══ Record excerpts
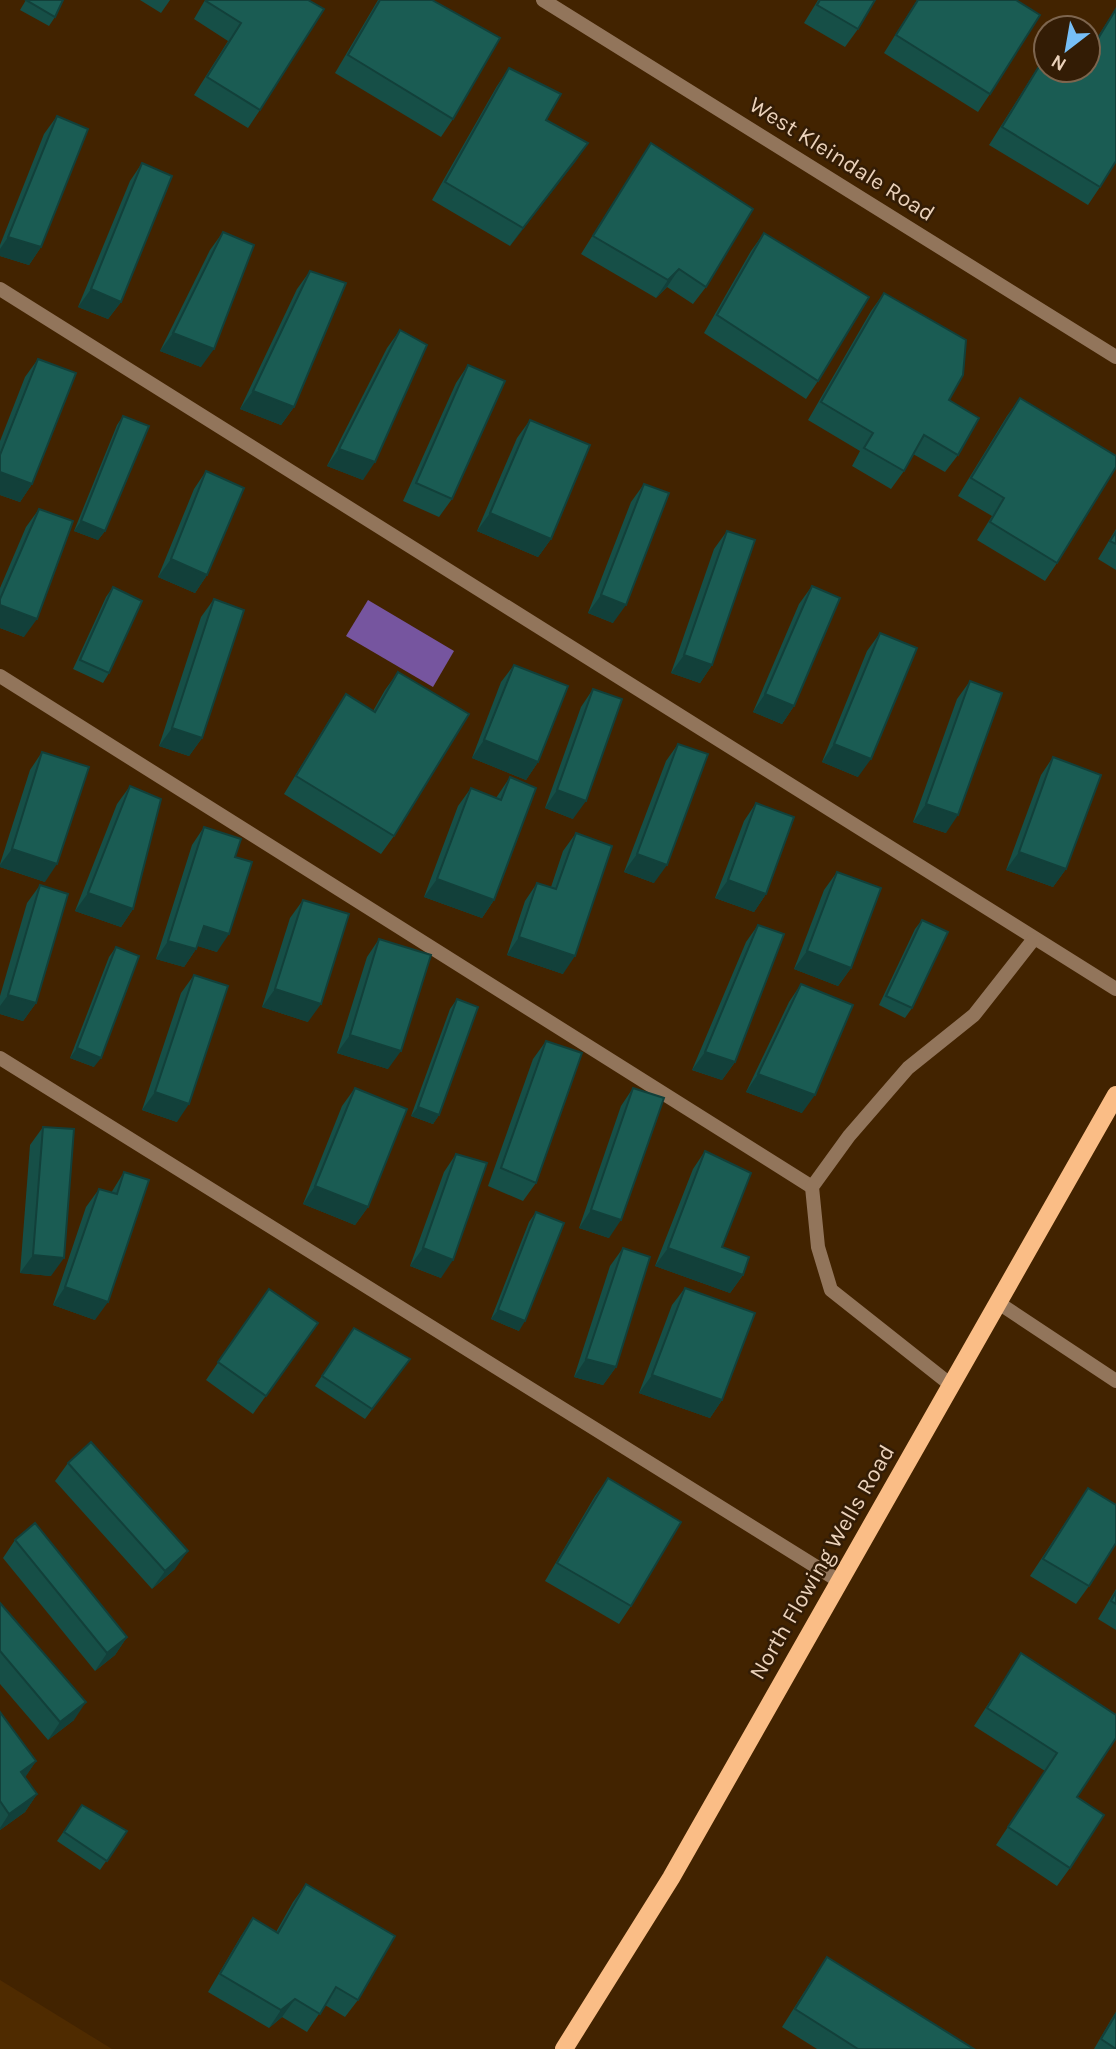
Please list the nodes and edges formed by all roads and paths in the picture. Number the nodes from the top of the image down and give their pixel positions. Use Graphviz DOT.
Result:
graph roads {
  1 [pos="543,0"];
  2 [pos="0,289"];
  3 [pos="1116,357"];
  4 [pos="0,676"];
  5 [pos="1033,940"];
  6 [pos="1116,989"];
  7 [pos="0,1058"];
  8 [pos="1116,1095"];
  9 [pos="812,1187"];
  10 [pos="997,1302"];
  11 [pos="1116,1381"];
  12 [pos="951,1385"];
  13 [pos="839,1581"];
  14 [pos="564,2049"];
  1 -- 3 [label="street, West Kleindale Road"];
  2 -- 5 [label="street"];
  4 -- 9 [label="street"];
  5 -- 6 [label="street"];
  5 -- 9 [label="street"];
  7 -- 13 [label="street"];
  8 -- 10 [label="main road, North Flowing Wells Road"];
  9 -- 12 [label="street"];
  10 -- 11 [label="street"];
  10 -- 12 [label="main road, North Flowing Wells Road"];
  12 -- 13 [label="main road, North Flowing Wells Road"];
  13 -- 14 [label="main road, North Flowing Wells Road"];
}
════
■ Try it
Give back each entry exactly as it appears. Leave pictures out.

■ Task solution
Please list the nodes and edges formed by all roads and paths in the picture. Number the nodes from the top of the image down and give their pixel positions. Use Graphviz DOT.
Result:
graph roads {
  1 [pos="543,0"];
  2 [pos="0,289"];
  3 [pos="1116,357"];
  4 [pos="0,676"];
  5 [pos="1033,940"];
  6 [pos="1116,989"];
  7 [pos="0,1058"];
  8 [pos="1116,1095"];
  9 [pos="812,1187"];
  10 [pos="997,1302"];
  11 [pos="1116,1381"];
  12 [pos="951,1385"];
  13 [pos="839,1581"];
  14 [pos="564,2049"];
  1 -- 3 [label="street, West Kleindale Road"];
  2 -- 5 [label="street"];
  4 -- 9 [label="street"];
  5 -- 6 [label="street"];
  5 -- 9 [label="street"];
  7 -- 13 [label="street"];
  8 -- 10 [label="main road, North Flowing Wells Road"];
  9 -- 12 [label="street"];
  10 -- 11 [label="street"];
  10 -- 12 [label="main road, North Flowing Wells Road"];
  12 -- 13 [label="main road, North Flowing Wells Road"];
  13 -- 14 [label="main road, North Flowing Wells Road"];
}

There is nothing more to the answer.